◆ SOURCE DATA
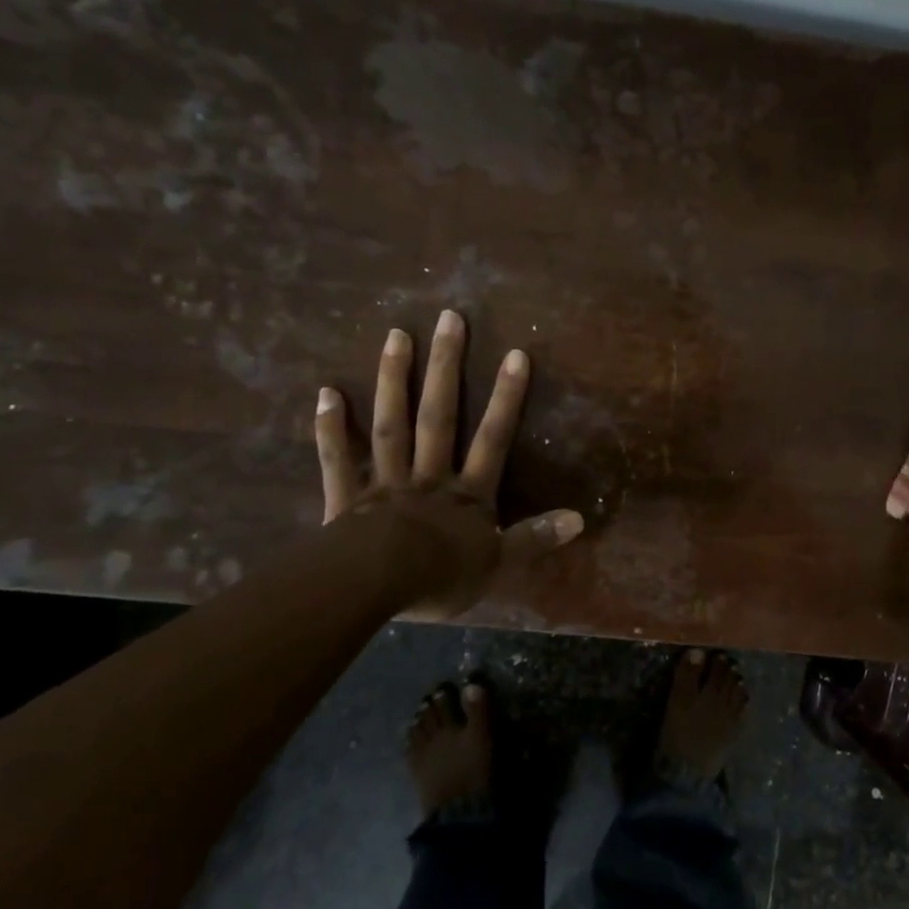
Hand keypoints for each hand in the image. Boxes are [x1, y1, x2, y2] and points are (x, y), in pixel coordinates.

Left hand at [314, 310, 582, 618]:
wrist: (376, 589)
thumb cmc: (441, 578)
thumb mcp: (499, 563)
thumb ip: (536, 538)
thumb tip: (581, 519)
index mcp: (467, 494)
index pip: (493, 438)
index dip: (506, 397)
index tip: (515, 354)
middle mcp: (429, 476)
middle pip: (439, 416)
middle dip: (446, 367)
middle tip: (449, 319)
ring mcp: (385, 483)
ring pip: (392, 425)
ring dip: (394, 380)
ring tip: (397, 335)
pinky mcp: (346, 499)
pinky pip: (339, 459)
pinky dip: (331, 426)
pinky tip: (327, 392)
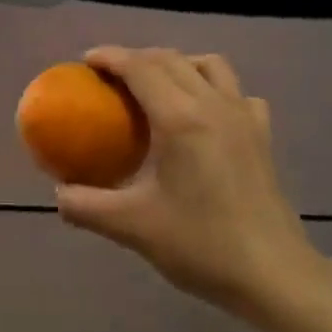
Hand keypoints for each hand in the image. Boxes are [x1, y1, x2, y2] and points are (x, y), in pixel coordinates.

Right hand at [55, 47, 331, 325]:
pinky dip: (213, 88)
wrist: (273, 275)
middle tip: (109, 78)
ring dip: (177, 64)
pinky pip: (237, 93)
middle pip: (171, 60)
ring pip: (209, 66)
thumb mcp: (130, 227)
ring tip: (155, 87)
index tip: (85, 62)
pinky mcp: (262, 136)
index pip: (140, 67)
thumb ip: (85, 206)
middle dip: (136, 58)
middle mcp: (215, 105)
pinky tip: (203, 114)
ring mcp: (245, 117)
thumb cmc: (200, 245)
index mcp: (181, 119)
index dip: (110, 57)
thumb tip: (58, 193)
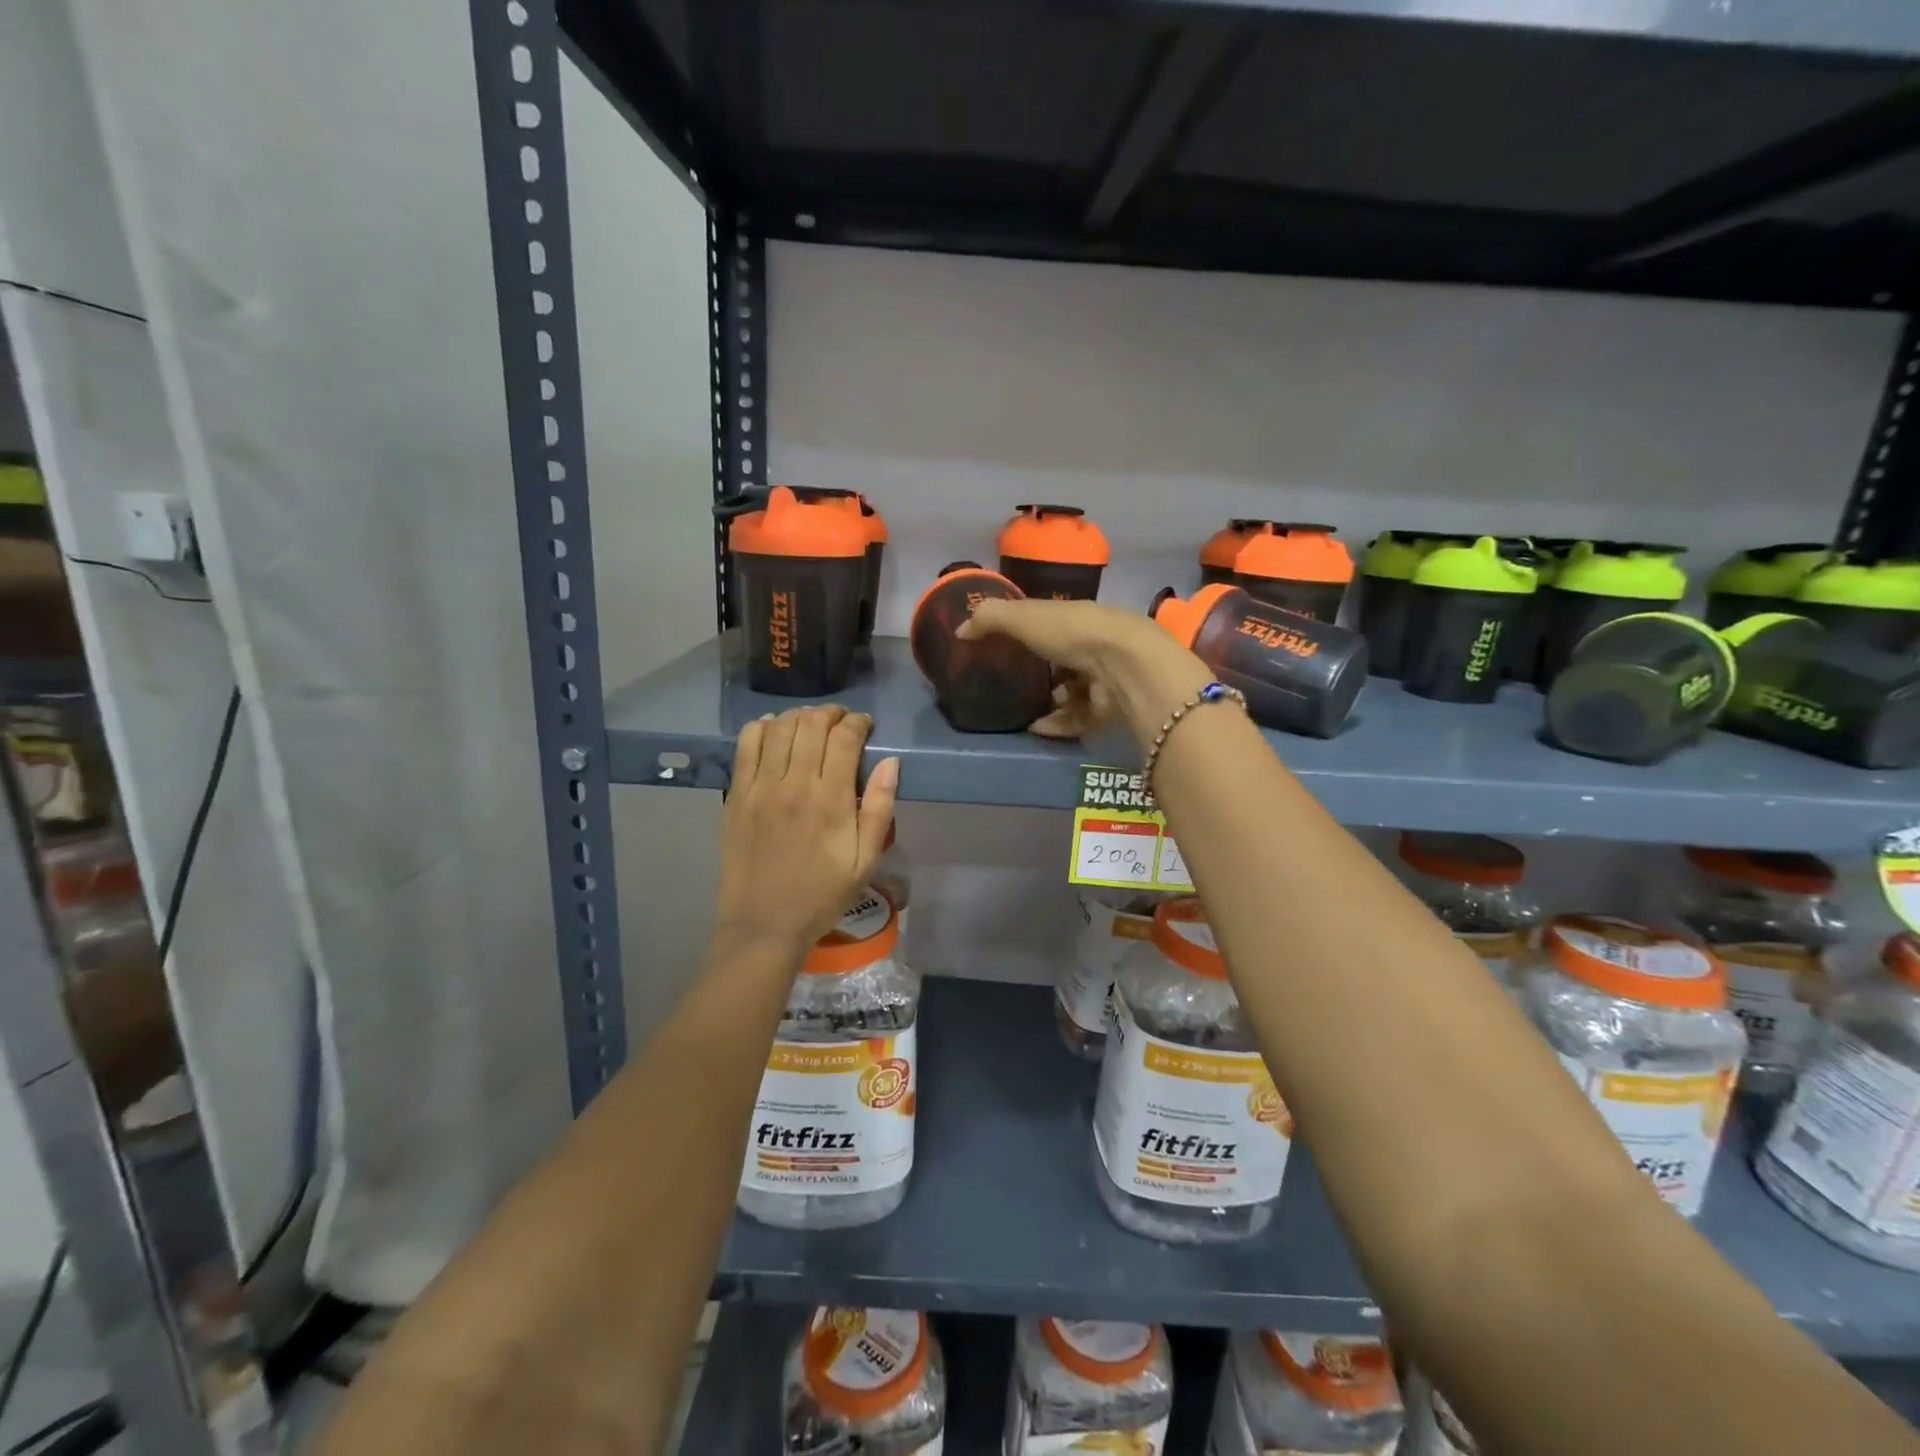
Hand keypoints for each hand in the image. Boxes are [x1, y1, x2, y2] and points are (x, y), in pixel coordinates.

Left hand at [714, 706, 899, 954]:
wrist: (764, 924)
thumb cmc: (822, 895)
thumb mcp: (865, 861)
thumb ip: (879, 809)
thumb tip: (890, 763)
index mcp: (830, 800)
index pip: (844, 738)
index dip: (857, 722)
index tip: (865, 725)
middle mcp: (794, 784)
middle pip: (811, 724)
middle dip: (830, 713)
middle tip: (840, 721)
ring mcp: (761, 787)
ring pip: (779, 728)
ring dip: (799, 716)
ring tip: (810, 723)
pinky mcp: (737, 795)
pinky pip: (746, 745)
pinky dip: (761, 727)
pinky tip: (774, 729)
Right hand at [957, 599, 1211, 745]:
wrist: (1124, 665)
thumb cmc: (1071, 632)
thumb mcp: (1022, 616)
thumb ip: (989, 619)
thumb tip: (960, 630)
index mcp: (1077, 618)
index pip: (1052, 623)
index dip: (1031, 631)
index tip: (1006, 645)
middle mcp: (1095, 645)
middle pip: (1066, 660)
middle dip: (1044, 672)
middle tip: (1013, 684)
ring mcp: (1106, 679)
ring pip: (1075, 692)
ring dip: (1051, 701)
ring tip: (1023, 710)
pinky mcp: (1110, 709)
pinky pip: (1079, 719)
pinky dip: (1058, 724)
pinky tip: (1036, 729)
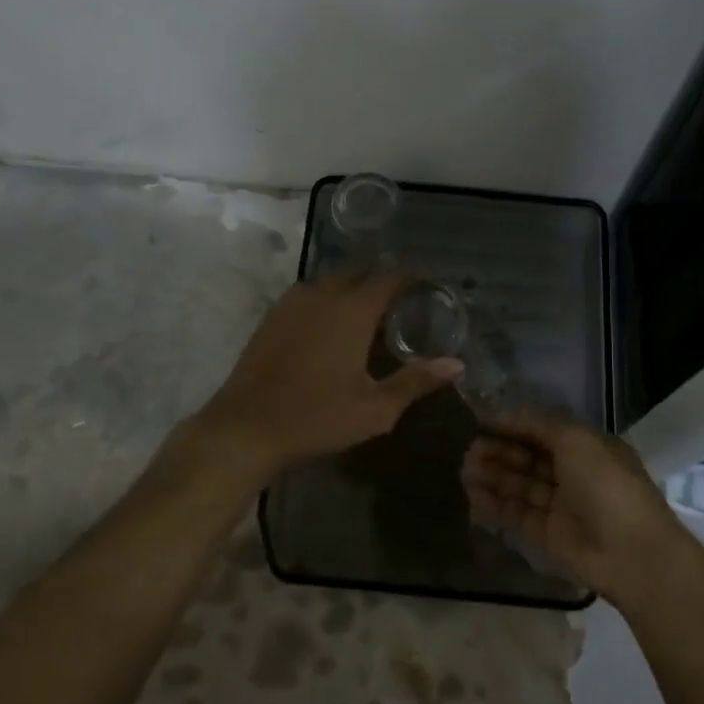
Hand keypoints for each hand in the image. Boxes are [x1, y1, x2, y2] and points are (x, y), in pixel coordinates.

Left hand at [196, 274, 462, 477]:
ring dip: (352, 294)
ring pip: (332, 284)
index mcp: (352, 309)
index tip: (427, 291)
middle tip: (399, 312)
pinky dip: (327, 304)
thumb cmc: (317, 417)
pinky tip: (330, 332)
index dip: (411, 281)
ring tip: (367, 322)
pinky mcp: (273, 316)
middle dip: (381, 286)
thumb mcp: (375, 408)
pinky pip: (309, 297)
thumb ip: (416, 381)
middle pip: (360, 276)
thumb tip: (457, 365)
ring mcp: (293, 302)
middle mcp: (323, 294)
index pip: (389, 278)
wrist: (247, 427)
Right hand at [462, 410, 690, 606]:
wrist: (631, 552)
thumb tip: (505, 413)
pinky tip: (473, 495)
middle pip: (528, 458)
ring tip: (466, 470)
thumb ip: (538, 425)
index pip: (542, 432)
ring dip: (493, 476)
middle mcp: (573, 474)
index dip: (513, 426)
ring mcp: (560, 506)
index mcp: (587, 448)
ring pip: (520, 486)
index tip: (481, 422)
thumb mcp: (576, 440)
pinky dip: (495, 505)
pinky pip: (517, 515)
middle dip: (500, 452)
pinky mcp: (547, 535)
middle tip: (470, 449)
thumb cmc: (606, 484)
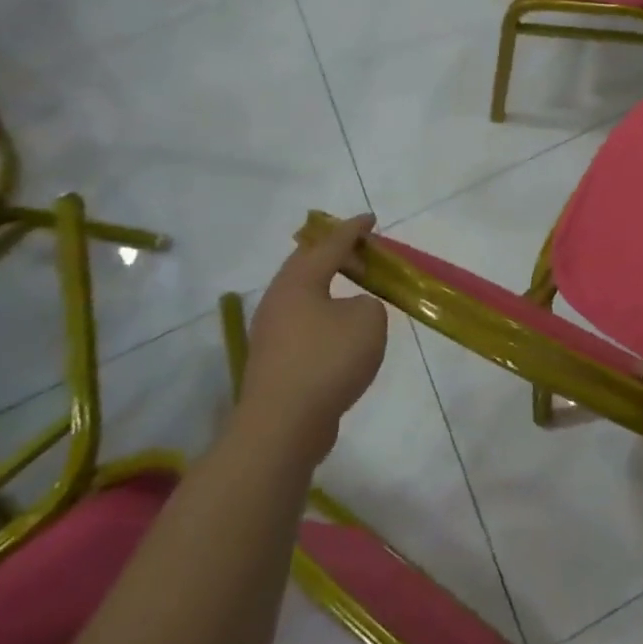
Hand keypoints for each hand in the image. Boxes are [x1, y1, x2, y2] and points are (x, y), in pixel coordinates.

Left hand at [237, 214, 387, 466]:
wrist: (284, 425)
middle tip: (362, 250)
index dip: (352, 230)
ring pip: (304, 296)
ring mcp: (271, 332)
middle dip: (334, 254)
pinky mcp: (275, 361)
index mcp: (298, 283)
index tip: (370, 218)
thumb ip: (368, 303)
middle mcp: (278, 301)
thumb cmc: (328, 361)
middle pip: (306, 266)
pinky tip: (344, 329)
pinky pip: (305, 323)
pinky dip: (326, 314)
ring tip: (356, 287)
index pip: (329, 246)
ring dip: (329, 286)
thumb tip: (352, 310)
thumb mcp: (368, 321)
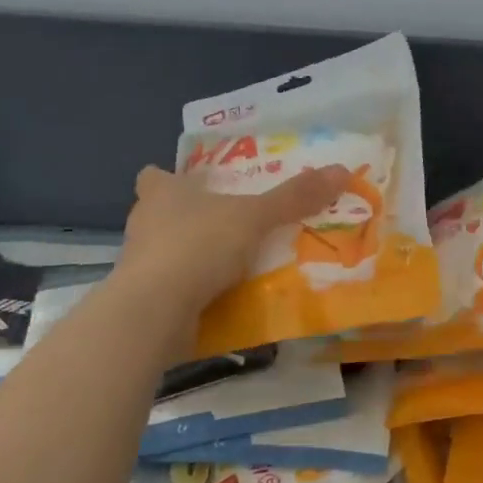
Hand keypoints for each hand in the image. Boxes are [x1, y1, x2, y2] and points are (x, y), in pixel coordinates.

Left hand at [118, 163, 349, 311]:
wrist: (154, 312)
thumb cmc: (198, 245)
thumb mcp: (255, 216)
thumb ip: (295, 197)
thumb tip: (342, 170)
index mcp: (162, 194)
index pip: (155, 176)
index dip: (171, 178)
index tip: (197, 186)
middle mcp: (145, 224)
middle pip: (162, 214)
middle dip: (191, 219)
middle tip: (231, 223)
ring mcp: (140, 267)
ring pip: (168, 254)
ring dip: (195, 258)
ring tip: (236, 263)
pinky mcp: (144, 303)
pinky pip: (175, 291)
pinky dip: (195, 294)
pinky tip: (226, 299)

◆ DESCRIPTION OF THE TASK
Write the listing out a second time exactly, dropping all images.

◆ EXERCISE ANSWER
Hand keypoints for each hand in the image. Boxes are [x1, y1, x2, y2] and points are (x, y), in pixel coordinates.

Left hand at [314, 310, 582, 618]:
wrist: (376, 589)
thumb cmc: (441, 578)
thumb mcp: (499, 563)
thumb ip: (536, 538)
thumb tip: (581, 519)
index mcp: (467, 494)
index pip: (493, 438)
index dip: (506, 397)
index tip: (515, 354)
middle mcp: (429, 476)
middle pip: (439, 416)
middle dip: (446, 367)
middle tip: (449, 319)
ring mcp: (385, 483)
ring pip: (392, 425)
ring dip: (394, 380)
ring tip: (397, 335)
pinky mcp: (346, 499)
pinky pip: (339, 459)
pinky dip: (331, 426)
pinky tip: (327, 392)
Hand keypoints for each hand in the image. Boxes are [x1, y1, x2, y2] and points are (x, y), in pixel coordinates.

Right hand at [55, 47, 331, 325]:
pinky dip: (213, 88)
wrist: (273, 275)
middle tip: (109, 78)
ring dip: (177, 64)
pinky pip: (237, 93)
middle pip: (171, 60)
ring pip: (209, 66)
thumb mcp: (130, 227)
ring tip: (155, 87)
index tip: (85, 62)
pinky mcp: (262, 136)
index pip: (140, 67)
thumb ip: (85, 206)
middle dip: (136, 58)
middle mcp: (215, 105)
pinky tip: (203, 114)
ring mcp: (245, 117)
thumb cmc: (200, 245)
index mcp: (181, 119)
index dip: (110, 57)
thumb tip: (58, 193)
Hand keypoints for each hand in the image. Boxes are [x1, y1, x2, y2] and points are (x, y), in pixel coordinates.

Left hand at [714, 706, 899, 954]:
wrist: (764, 924)
thumb cmc: (822, 895)
thumb mcp: (865, 861)
thumb ip: (879, 809)
thumb tip: (890, 763)
index mcp: (830, 800)
index pip: (844, 738)
index dip: (857, 722)
index tip: (865, 725)
middle mcp: (794, 784)
middle pip: (811, 724)
middle dip: (830, 713)
middle tip: (840, 721)
ring mcp: (761, 787)
ring pip: (779, 728)
ring dip: (799, 716)
ring tip: (810, 723)
pinky mcp: (737, 795)
pinky pip: (746, 745)
pinky dip: (761, 727)
pinky tip: (774, 729)
Right hand at [957, 599, 1211, 745]:
wrist: (1124, 665)
thumb cmc: (1071, 632)
thumb mcp: (1022, 616)
thumb ip: (989, 619)
thumb tip: (960, 630)
index mcp: (1077, 618)
index pip: (1052, 623)
index dip: (1031, 631)
index tip: (1006, 645)
middle mcp: (1095, 645)
middle pip: (1066, 660)
middle dip: (1044, 672)
middle tip: (1013, 684)
ring mcp: (1106, 679)
ring pip: (1075, 692)
ring dip: (1051, 701)
ring tip: (1023, 710)
pinky mcp: (1110, 709)
pinky pip: (1079, 719)
pinky dip: (1058, 724)
pinky tip: (1036, 729)
Hand keypoints for each hand in the image. Boxes are [x1, y1, x2, y2] and points are (x, y), in pixel coordinates.

Left hand at [196, 274, 462, 477]:
ring dip: (352, 294)
ring pip: (332, 284)
index mcp: (352, 309)
index tip: (427, 291)
middle tip: (399, 312)
pinky dip: (327, 304)
thumb cmc: (317, 417)
pinky tip: (330, 332)
index dip: (411, 281)
ring tip: (367, 322)
pinky mcp: (273, 316)
middle dip: (381, 286)
thumb mcp: (375, 408)
pinky pip: (309, 297)
thumb ip: (416, 381)
middle pip: (360, 276)
thumb tip: (457, 365)
ring mcp: (293, 302)
middle mcp: (323, 294)
index pip: (389, 278)
wrist: (247, 427)
Right hand at [462, 410, 690, 606]:
wrist: (631, 552)
thumb tip: (505, 413)
pinky tip: (473, 495)
middle pip: (528, 458)
ring tip: (466, 470)
thumb ip: (538, 425)
index pip: (542, 432)
ring dip: (493, 476)
middle mcp: (573, 474)
index dip: (513, 426)
ring mcp: (560, 506)
index mcp: (587, 448)
ring pip: (520, 486)
index tip: (481, 422)
thumb mcp: (576, 440)
pinky dip: (495, 505)
pinky pip: (517, 515)
middle dip: (500, 452)
pinky mcp: (547, 535)
middle tip: (470, 449)
thumb cmc: (606, 484)
Hand keypoints for each hand in the image. Boxes are [x1, y1, x2, y2] and points are (x, y), in pixel coordinates.

Left hand at [237, 214, 387, 466]:
wrist: (284, 425)
middle tip: (362, 250)
index dip: (352, 230)
ring pip: (304, 296)
ring mcp: (271, 332)
middle dip: (334, 254)
pinky mcp: (275, 361)
index mcp: (298, 283)
index tip: (370, 218)
thumb ip: (368, 303)
middle mcp: (278, 301)
thumb cmc: (328, 361)
middle pip: (306, 266)
pinky tip: (344, 329)
pinky pip: (305, 323)
pinky dip: (326, 314)
ring tip: (356, 287)
index pip: (329, 246)
ring dip: (329, 286)
thumb tip: (352, 310)
thumb mcp: (368, 321)
Hand keypoints for each hand in the image. Boxes are [x1, y1, x2, y2] and points are (x, y), in pixel coordinates.

Left hand at [118, 163, 349, 311]:
wrist: (154, 312)
thumb cmc: (198, 245)
thumb mcp: (255, 216)
thumb ip: (295, 197)
thumb tip: (342, 170)
index mcp: (162, 194)
index pip: (155, 176)
index dip: (171, 178)
index tip: (197, 186)
middle mcp: (145, 224)
middle pip: (162, 214)
middle dip: (191, 219)
middle tip: (231, 223)
ring mcp: (140, 267)
ring pip: (168, 254)
ring dip: (195, 258)
ring tip: (236, 263)
pinky mcp: (144, 303)
pinky pip: (175, 291)
pinky dip: (195, 294)
pinky tip: (226, 299)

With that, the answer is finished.